EXERCISE MATERIALS

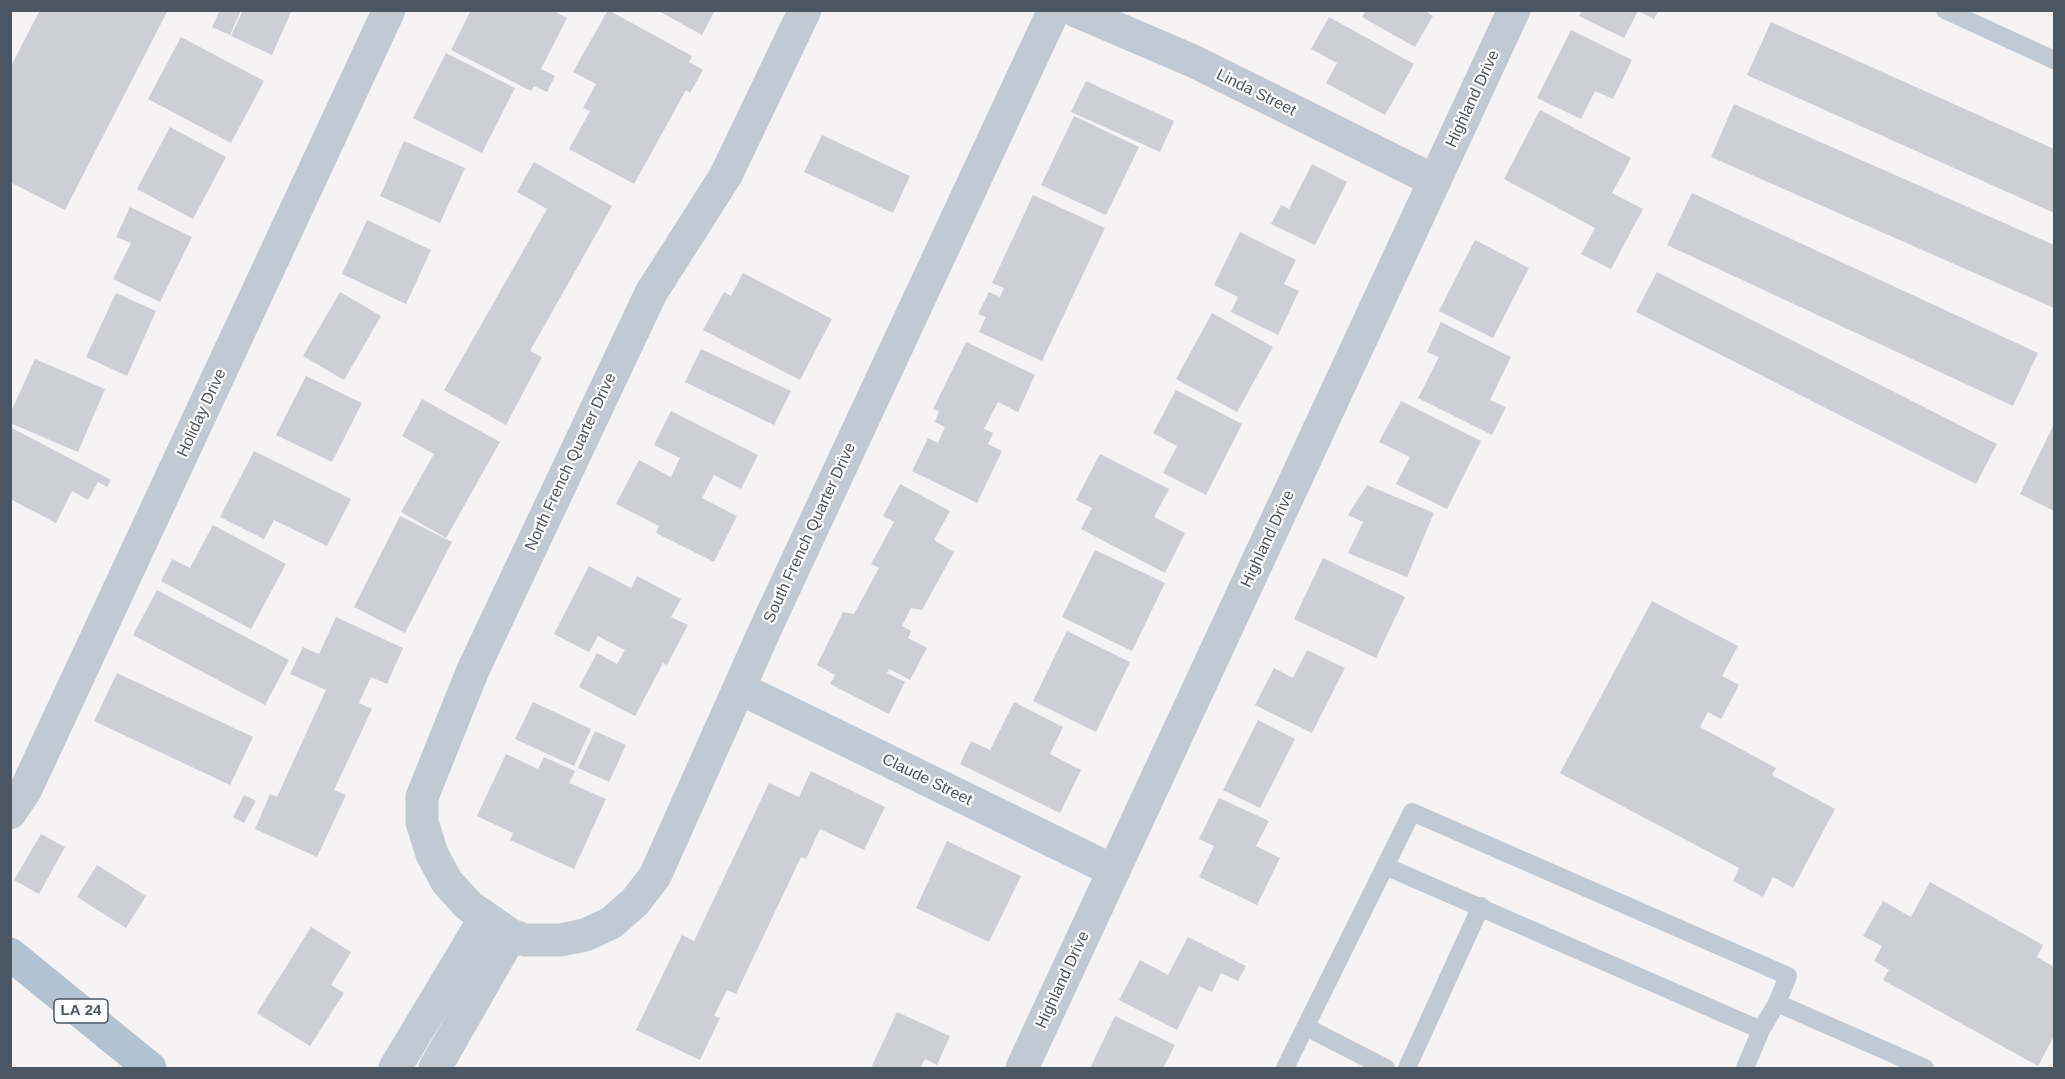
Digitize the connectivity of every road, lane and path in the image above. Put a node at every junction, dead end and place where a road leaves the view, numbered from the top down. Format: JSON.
{"nodes":[{"id":1,"x":389,"y":10,"type":"edge"},
{"id":2,"x":805,"y":10,"type":"edge"},
{"id":3,"x":1054,"y":10,"type":"edge"},
{"id":4,"x":1074,"y":10,"type":"edge"},
{"id":5,"x":1514,"y":10,"type":"edge"},
{"id":6,"x":1945,"y":10,"type":"edge"},
{"id":7,"x":2055,"y":60,"type":"edge"},
{"id":8,"x":1435,"y":182,"type":"junction"},
{"id":9,"x":739,"y":688,"type":"junction"},
{"id":10,"x":10,"y":813,"type":"edge"},
{"id":11,"x":1385,"y":866,"type":"junction"},
{"id":12,"x":1114,"y":871,"type":"junction"},
{"id":13,"x":1481,"y":906,"type":"junction"},
{"id":14,"x":498,"y":927,"type":"junction"},
{"id":15,"x":10,"y":954,"type":"edge"},
{"id":16,"x":1777,"y":1003,"type":"junction"},
{"id":17,"x":1306,"y":1027,"type":"junction"},
{"id":18,"x":1761,"y":1030,"type":"junction"},
{"id":19,"x":150,"y":1068,"type":"edge"},
{"id":20,"x":395,"y":1068,"type":"edge"},
{"id":21,"x":435,"y":1068,"type":"edge"},
{"id":22,"x":1022,"y":1068,"type":"edge"},
{"id":23,"x":1285,"y":1068,"type":"edge"},
{"id":24,"x":1386,"y":1068,"type":"edge"},
{"id":25,"x":1407,"y":1068,"type":"edge"},
{"id":26,"x":1745,"y":1068,"type":"edge"},
{"id":27,"x":1925,"y":1068,"type":"edge"}],
"edges":[{"from":1,"to":10,"type":"street","name":"Holiday Drive"},
{"from":2,"to":14,"type":"street","name":"North French Quarter Drive"},
{"from":3,"to":9,"type":"street","name":"South French Quarter Drive"},
{"from":4,"to":8,"type":"street","name":"Linda Street"},
{"from":5,"to":8,"type":"street","name":"Highland Drive"},
{"from":6,"to":7,"type":"lane"},
{"from":8,"to":12,"type":"street","name":"Highland Drive"},
{"from":9,"to":12,"type":"street","name":"Claude Street"},
{"from":9,"to":14,"type":"street","name":"South French Quarter Drive"},
{"from":11,"to":13,"type":"lane"},
{"from":11,"to":16,"type":"lane"},
{"from":11,"to":17,"type":"lane"},
{"from":12,"to":22,"type":"street","name":"Highland Drive"},
{"from":13,"to":18,"type":"lane"},
{"from":13,"to":25,"type":"lane"},
{"from":14,"to":20,"type":"street"},
{"from":14,"to":21,"type":"street"},
{"from":15,"to":19,"type":"main road","number":"LA 24"},
{"from":16,"to":18,"type":"lane"},
{"from":16,"to":27,"type":"lane"},
{"from":17,"to":23,"type":"lane"},
{"from":17,"to":24,"type":"lane"},
{"from":18,"to":26,"type":"lane"}]}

PROBLEM
Your task is to copy each line of the entries that includes the word "road".

ANSWER SPACE
Digitize the connectivity of every road, lane and path in the image above. Put a node at every junction, dead end and place where a road leaves the view, numbered from the top down. Format: JSON.
{"from":15,"to":19,"type":"main road","number":"LA 24"},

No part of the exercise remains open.